REQUIRED ACTION:
Below are some records. Copy every line in them that holds "positions".

Collected data
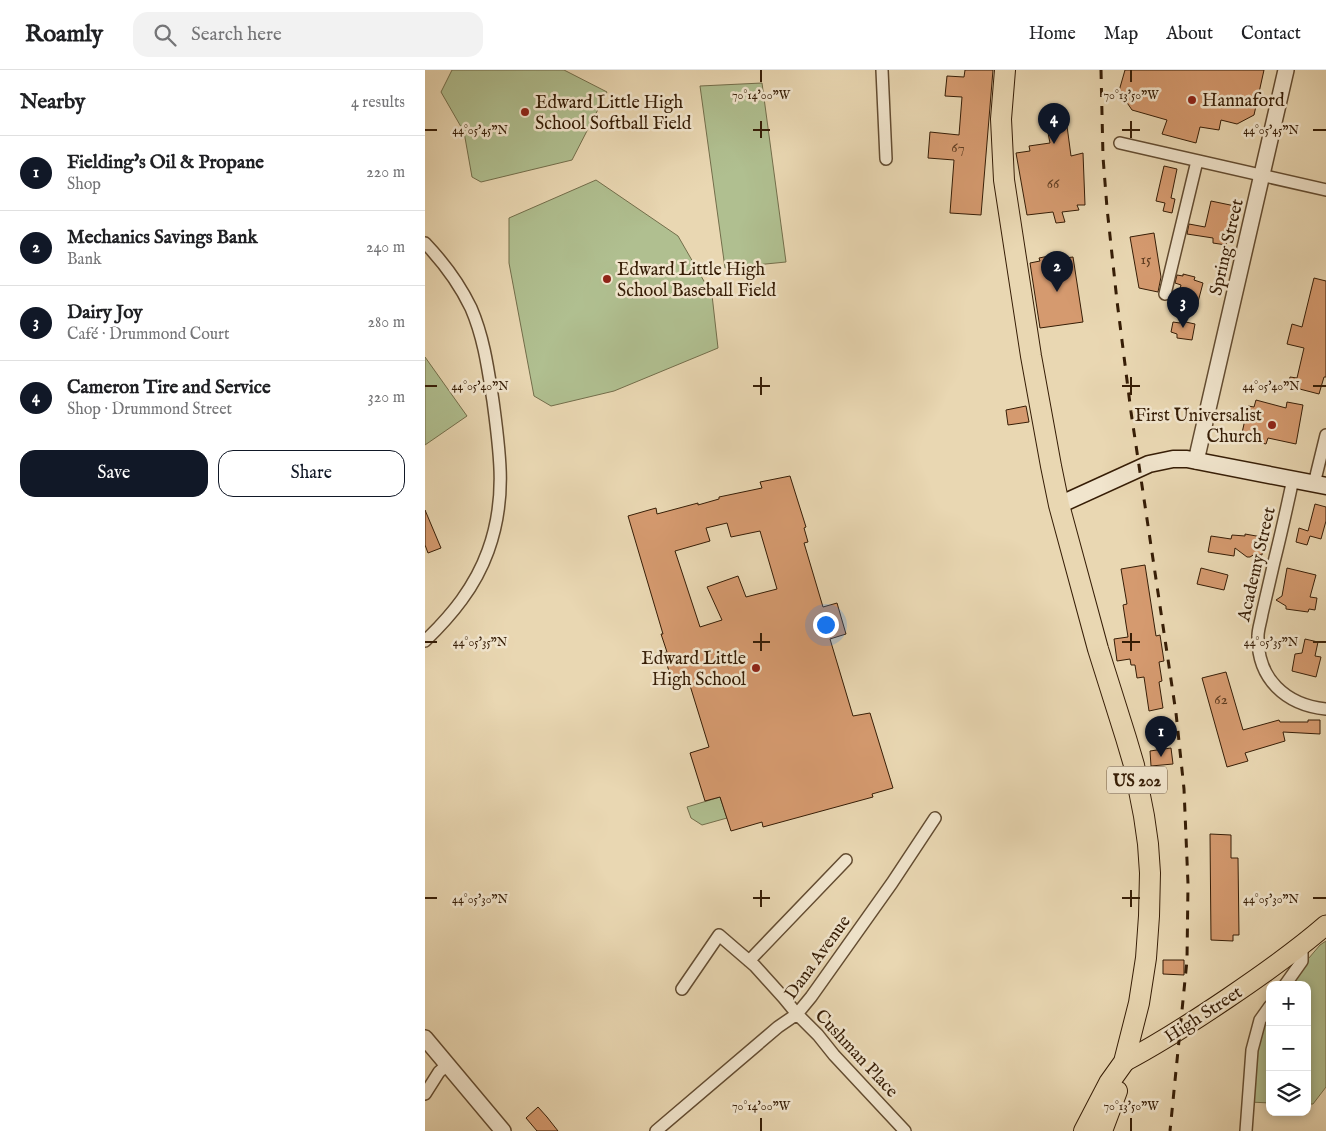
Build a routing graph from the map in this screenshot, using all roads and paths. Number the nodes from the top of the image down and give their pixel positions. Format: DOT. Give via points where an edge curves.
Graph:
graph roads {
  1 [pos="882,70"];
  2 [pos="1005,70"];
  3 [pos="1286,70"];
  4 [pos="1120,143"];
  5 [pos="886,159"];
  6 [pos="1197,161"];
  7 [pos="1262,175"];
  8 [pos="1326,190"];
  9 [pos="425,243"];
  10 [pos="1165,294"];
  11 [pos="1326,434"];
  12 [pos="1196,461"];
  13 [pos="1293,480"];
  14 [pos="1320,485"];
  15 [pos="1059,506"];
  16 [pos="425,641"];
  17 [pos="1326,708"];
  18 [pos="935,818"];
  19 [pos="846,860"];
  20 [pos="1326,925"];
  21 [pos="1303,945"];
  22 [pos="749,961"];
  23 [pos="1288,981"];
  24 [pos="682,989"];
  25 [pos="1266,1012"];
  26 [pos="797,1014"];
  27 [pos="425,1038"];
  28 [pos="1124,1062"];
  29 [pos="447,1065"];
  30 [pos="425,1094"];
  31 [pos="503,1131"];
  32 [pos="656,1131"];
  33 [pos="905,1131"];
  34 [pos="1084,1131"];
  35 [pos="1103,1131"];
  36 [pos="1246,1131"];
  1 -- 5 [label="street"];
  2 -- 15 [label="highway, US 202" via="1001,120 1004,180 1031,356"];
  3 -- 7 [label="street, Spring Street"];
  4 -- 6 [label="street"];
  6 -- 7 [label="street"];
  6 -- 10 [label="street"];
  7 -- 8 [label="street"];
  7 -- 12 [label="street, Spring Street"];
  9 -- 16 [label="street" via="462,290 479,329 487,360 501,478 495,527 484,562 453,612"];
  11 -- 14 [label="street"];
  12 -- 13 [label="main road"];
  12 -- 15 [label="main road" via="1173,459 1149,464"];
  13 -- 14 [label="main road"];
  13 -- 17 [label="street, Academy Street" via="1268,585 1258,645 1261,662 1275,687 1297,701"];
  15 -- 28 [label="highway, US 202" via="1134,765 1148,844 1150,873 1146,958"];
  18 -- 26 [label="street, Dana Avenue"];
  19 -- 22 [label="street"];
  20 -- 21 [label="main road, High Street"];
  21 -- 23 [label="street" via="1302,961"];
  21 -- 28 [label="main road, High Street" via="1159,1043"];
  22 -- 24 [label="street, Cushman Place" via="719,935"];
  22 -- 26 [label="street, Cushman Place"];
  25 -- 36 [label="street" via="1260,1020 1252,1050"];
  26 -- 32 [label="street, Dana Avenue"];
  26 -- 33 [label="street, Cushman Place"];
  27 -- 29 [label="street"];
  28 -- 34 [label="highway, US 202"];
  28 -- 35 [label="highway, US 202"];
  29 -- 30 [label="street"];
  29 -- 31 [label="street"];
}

* * *

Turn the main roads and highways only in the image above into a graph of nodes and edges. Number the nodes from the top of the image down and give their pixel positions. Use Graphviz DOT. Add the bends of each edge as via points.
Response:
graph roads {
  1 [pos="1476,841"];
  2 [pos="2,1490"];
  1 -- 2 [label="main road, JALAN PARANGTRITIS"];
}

RESPONSE AREA:
Build a routing graph from the map in this screenshot, using all roads and paths. Number the nodes from the top of the image down and give their pixel positions. Format: DOT. Give via points where an edge curves.
Turn the main roads and highways only in the image above into a graph of nodes and edges. Number the nodes from the top of the image down and give their pixel positions. Use Graphviz DOT. Add the bends of each edge as via points.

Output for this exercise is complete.